Dow Chemical is (should be?) responsible, cradle to grave, for their dioxin contamination. However, EPA has made an exception in this case to take a hands off position for the time being on Dow’s responsibility and obligations on the Saginaw River and to people that live and play on and in it. A delay is always a win for Dow and their shareholders, yet is once again a loss for the people that live in their spoils.

Region V taking their sweet time

In an e-mail the end of June, EPA Region V said recent sampling showed sediments migrating toward Lake Huron were not highly contaminated. Lone Tree Council has requested the data twice and have yet to receive the information even though EPA’s Superfund Director said it would be forthcoming in two weeks (August 5th e-mail)

EPA responded to our second request for the data with a detailed account of EPA activities in the region since 2007 - but no data or acknowledgment that we even asked for the data.

We hold EPA to its word and again today sent an e-mail requesting for the third time the data referenced in their June 26th e-mail to Lone Tree Council.

There is a hesitation on the part of Superfund to require sediment traps to stop the migration of Dow’s dioxin to Lake Huron. Not sure if it’s based in science or the omnipresent politics which has engulfed this contamination for decades.

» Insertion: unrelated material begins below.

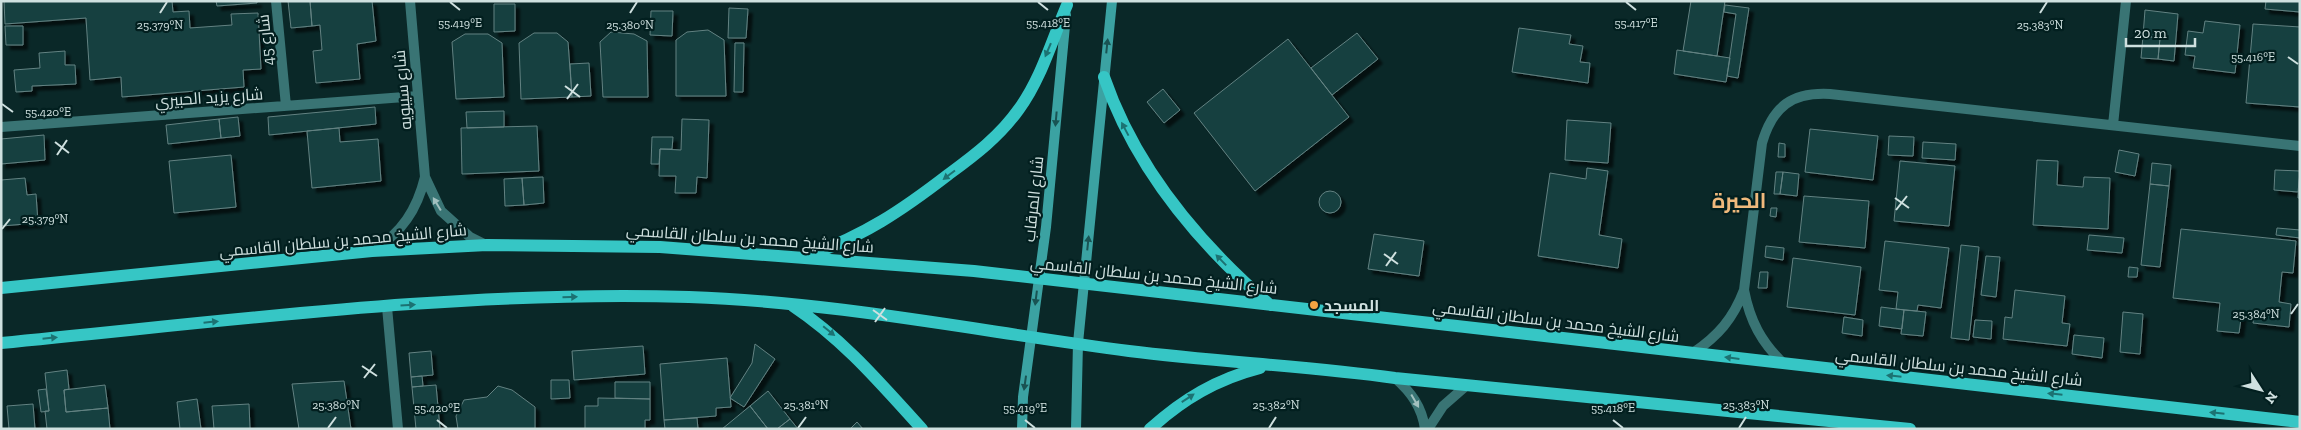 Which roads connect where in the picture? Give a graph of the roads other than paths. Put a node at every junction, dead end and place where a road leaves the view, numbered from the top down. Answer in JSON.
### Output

EPA to Lone Tree Council 6-26

Cleanup near the Dow Plant Site

EPA will be accepting public comment on a number of alternatives for several areas desperately in need of cleanup near the Dow Chemical plant site. Unlike most of the river system the chemical drivers are not dioxins and furans but a whole host of other toxins like arsenic, ethyl parathion, chlorobenzenes and PAH’s (polycyclic aromatic hydrocarbons) to name a few.

Presenting the biggest challenge for cleanup is a toxic DNAPL (a ‘dense non-aqueous phase liquid’: a thick gooey, heavier than water concoction that sinks below the water level) found in the river. A number of questions and concerns prevail around the DNAPL issue. It appears there is no definitive answer as to how the DNAPL arrived in the river or how much is there, plus the ability of a DNAPL to migrate makes it difficult to locate and remove.

EPA and MDEQ are advocating Alternative 2.